CS3331: Numerical Methods
Quiz 2
April. 15, 1997

1.

(4%)

(a)

What is the linear interpolation formula for a function that passes two points (a, f(a)) and (b, f(b))?

(b)

What is the error for the above linear interpolation formula?

2.

(6%) There are two ways to find an interpolation polynomial: Lagrange interpolation and power series formulas.

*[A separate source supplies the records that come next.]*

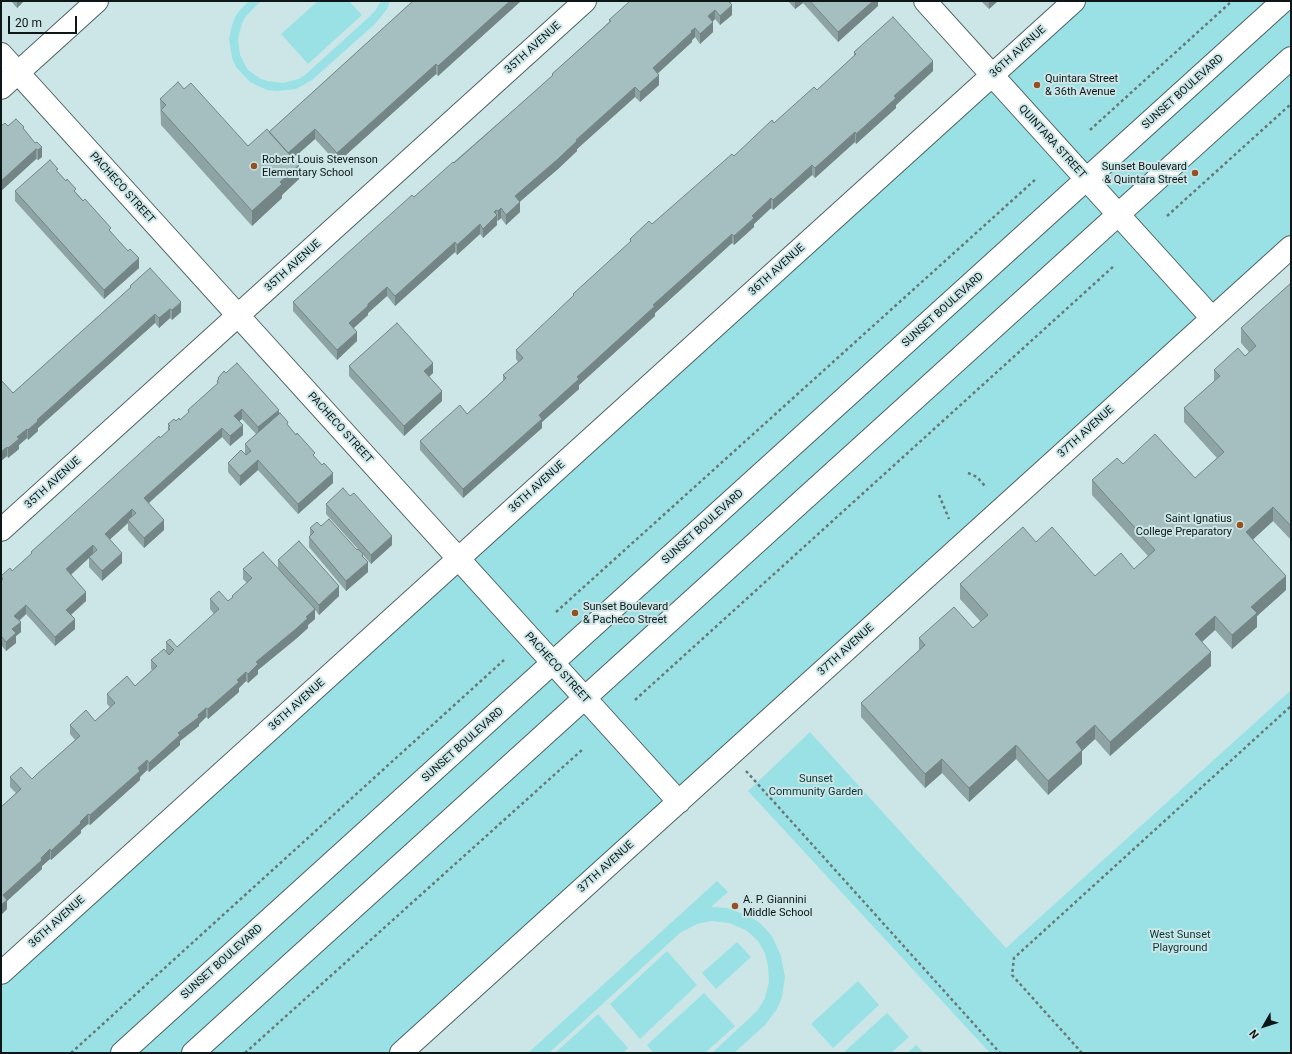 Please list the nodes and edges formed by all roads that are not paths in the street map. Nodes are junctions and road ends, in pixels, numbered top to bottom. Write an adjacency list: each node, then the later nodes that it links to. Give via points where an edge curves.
1 (97, 1): 8 (street)
2 (585, 1): 14 (street, 35TH AVENUE)
3 (925, 1): 9 (street, QUINTARA STREET)
4 (1074, 1): 9 (street, 36TH AVENUE)
5 (1283, 1): 11 (street, SUNSET BOULEVARD)
6 (1, 54): 8 (street, PACHECO STREET)
7 (1291, 58): 12 (street)
8 (18, 72): 10 (street); 14 (street, PACHECO STREET)
9 (992, 75): 11 (street, QUINTARA STREET); 17 (street, 36TH AVENUE)
10 (1, 88)
11 (1086, 179): 12 (street, QUINTARA STREET); 18 (street, SUNSET BOULEVARD)
12 (1118, 215): 15 (street, QUINTARA STREET); 19 (street)
13 (1291, 247): 15 (street, 37TH AVENUE)
14 (238, 316): 16 (street, 35TH AVENUE); 17 (street, PACHECO STREET)
15 (1212, 318): 20 (street, 37TH AVENUE)
16 (1, 530)
17 (458, 559): 18 (street, PACHECO STREET); 21 (street, 36TH AVENUE)
18 (553, 663): 19 (street, PACHECO STREET); 22 (street, SUNSET BOULEVARD)
19 (585, 698): 20 (street, PACHECO STREET); 23 (street)
20 (679, 802): 24 (street, 37TH AVENUE)
21 (1, 973)
22 (122, 1053)
23 (193, 1053)
24 (401, 1053) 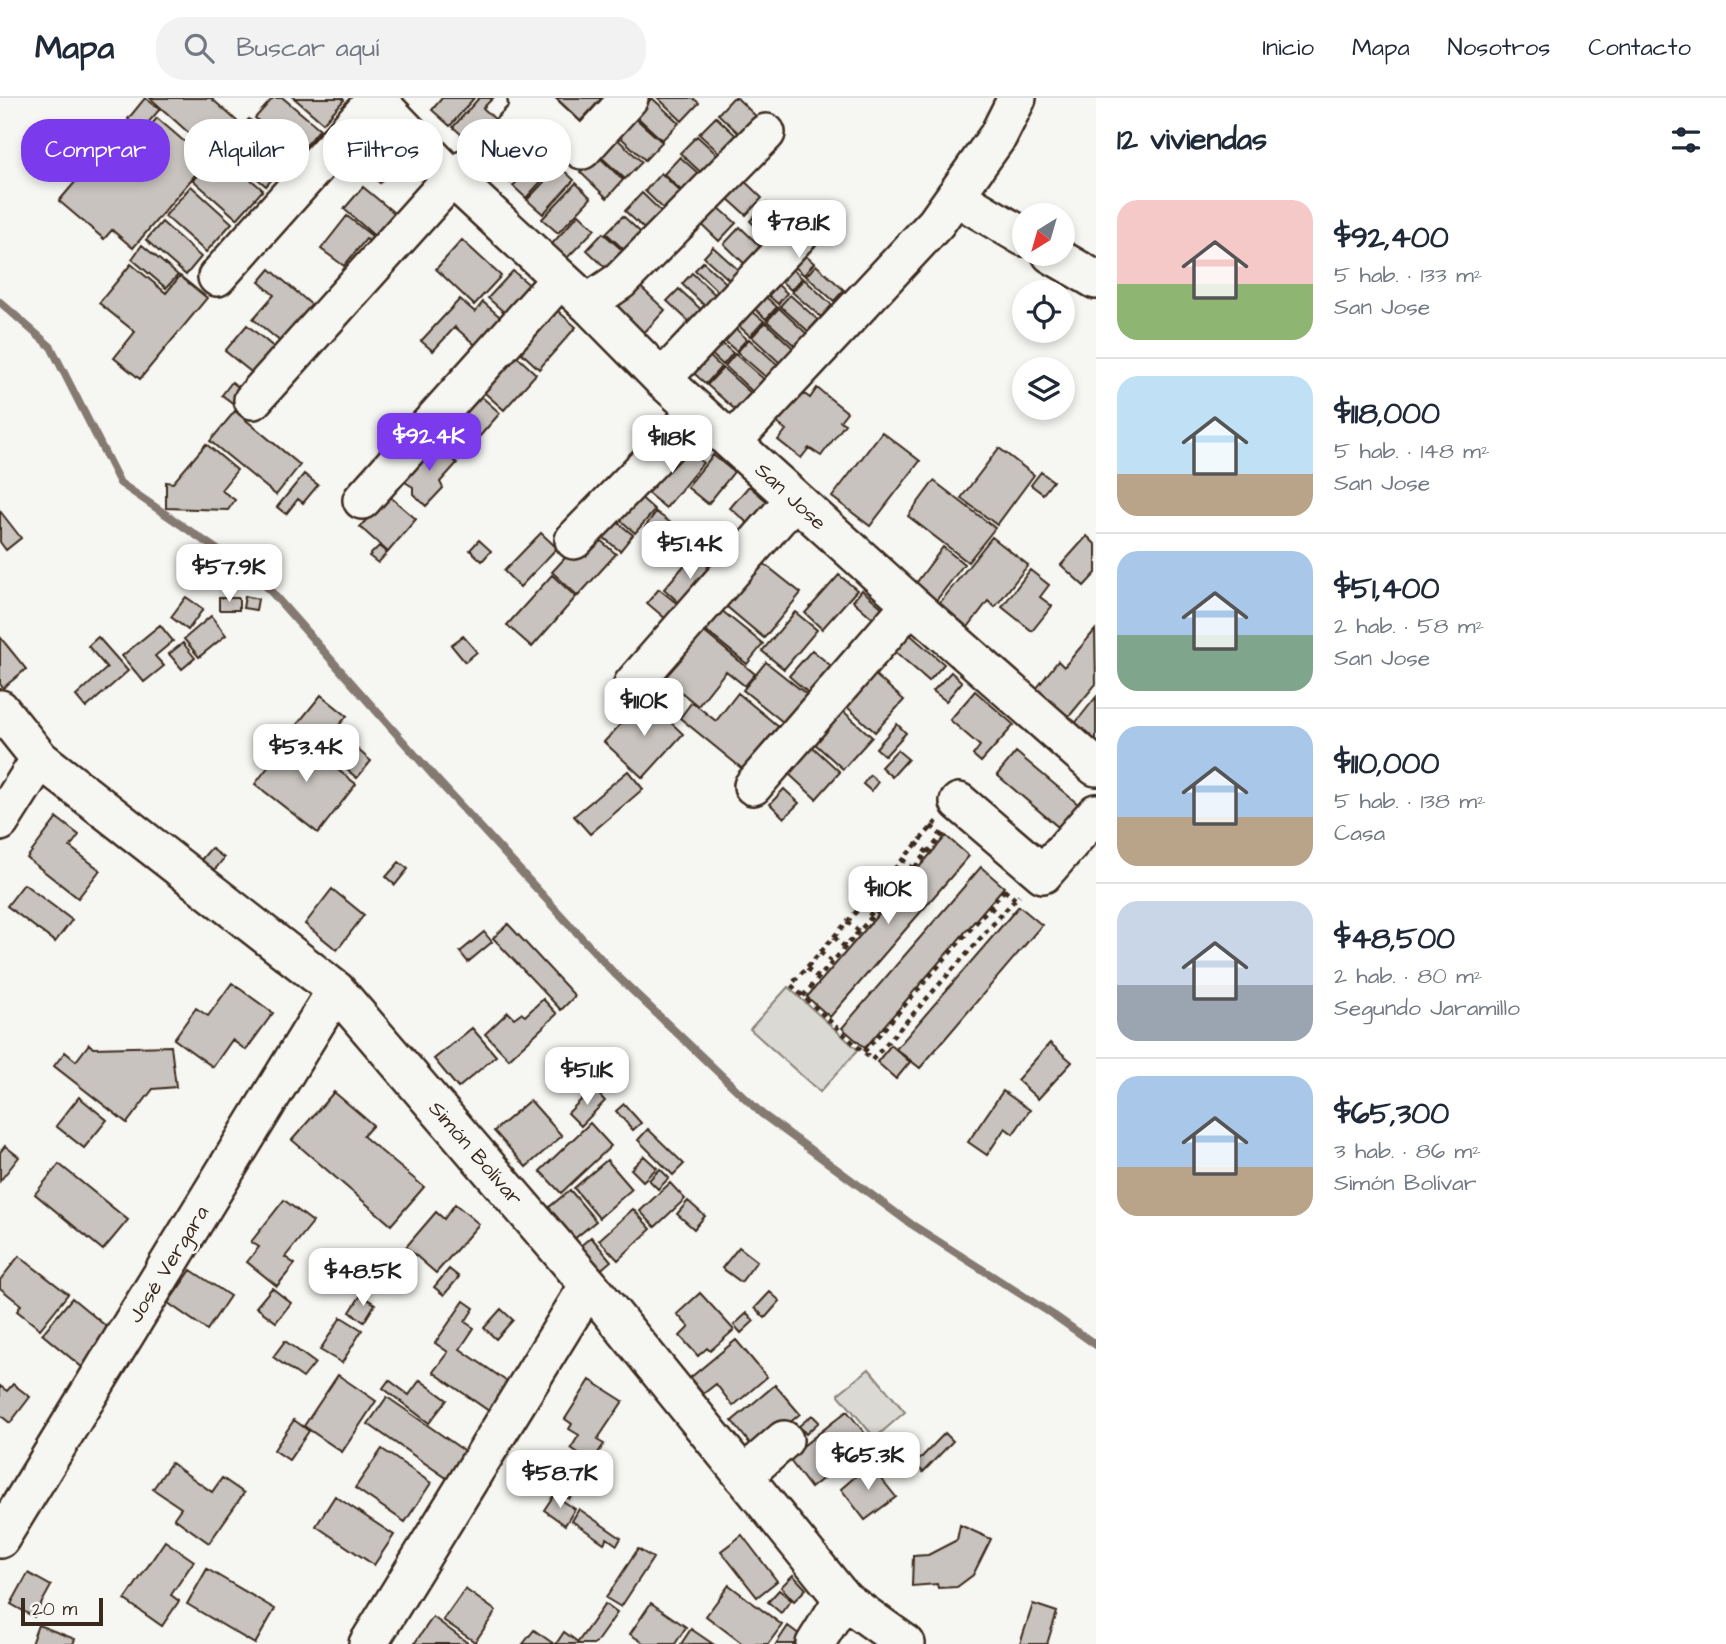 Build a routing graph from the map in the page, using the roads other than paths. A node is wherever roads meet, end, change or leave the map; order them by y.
1 (629, 98) edge
2 (1017, 98) edge
3 (376, 99) edge
4 (532, 102) edge
5 (766, 133) dead end
6 (452, 178) junction
7 (955, 196) junction
8 (1012, 230) edge
9 (800, 233) dead end
10 (1072, 266) edge
11 (217, 277) dead end
12 (560, 279) junction
13 (1096, 280) edge
14 (590, 306) junction
15 (662, 379) junction
16 (253, 400) dead end
17 (696, 410) junction
18 (733, 441) junction
19 (362, 500) dead end
20 (794, 500) junction
21 (574, 540) dead end
22 (911, 604) junction
23 (633, 684) dead end
24 (0, 709) edge
25 (40, 759) junction
26 (1096, 767) edge
27 (753, 786) dead end
28 (963, 805) road end
29 (1096, 813) edge
30 (0, 822) edge
31 (337, 990) junction
32 (589, 1285) junction
33 (784, 1440) dead end
34 (743, 1476) junction
35 (0, 1539) edge
36 (844, 1599) junction
37 (368, 1644) edge
38 (815, 1644) edge
39 (906, 1644) edge

1 - 4 street
2 - 7 street
3 - 6 street, San Jose
3 - 11 street
4 - 6 street
5 - 14 street
6 - 12 street, San Jose
6 - 16 street
7 - 8 street
7 - 18 street
9 - 15 street
10 - 13 street
12 - 14 street, San Jose
12 - 19 street
14 - 15 street, San Jose
15 - 17 street, San Jose
17 - 18 street, San Jose
17 - 21 street
18 - 20 street, San Jose
20 - 22 street, San Jose
20 - 23 street
22 - 26 street, San Jose
22 - 27 street
24 - 25 street, Simón Bolívar
25 - 30 street
25 - 31 street, Simón Bolívar
28 - 29 street
31 - 32 street, Simón Bolívar
31 - 35 street, José Vergara
32 - 34 street, Simón Bolívar
32 - 37 street
33 - 34 street
34 - 36 street, Simón Bolívar
36 - 38 street
36 - 39 street, Simón Bolívar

What are the tow major advantages of using the Lagrange interpolation formula over the other?

3.

(2%) What is the MATLAB command for polynomial fitting?

4.

(6%)

(a)

(4%) What are the four shape functions v_i(x), $i = \mbox{1 to 4}$, of the Lagrange interpolation polynomial that passes the following four points: (1, y₁), (2, y₂), (3, y₃), and (4, y₄)? (You don't need to expand the shape functions.)

(b)

(2%) What is the Lagrange interpolation polynomial in terms of the four shape functions?

5.

(6%)

(a)

What is the general formula for the Chebyshev polynomial?

(b)

What are the roots for the Chebyshev polynomial?

(c)

What is the advantage of using the roots as the points for polynomial interpolation?

6.

(6%) A 2-input function passes the following four points:

i (x_i, y_i) z_i

1 (0, 0) 1

2 (3, 0) 4

3 (0, 2) 3

4 (3, 2) 6

Find the value at (1, 1) using the bilinear interpolation.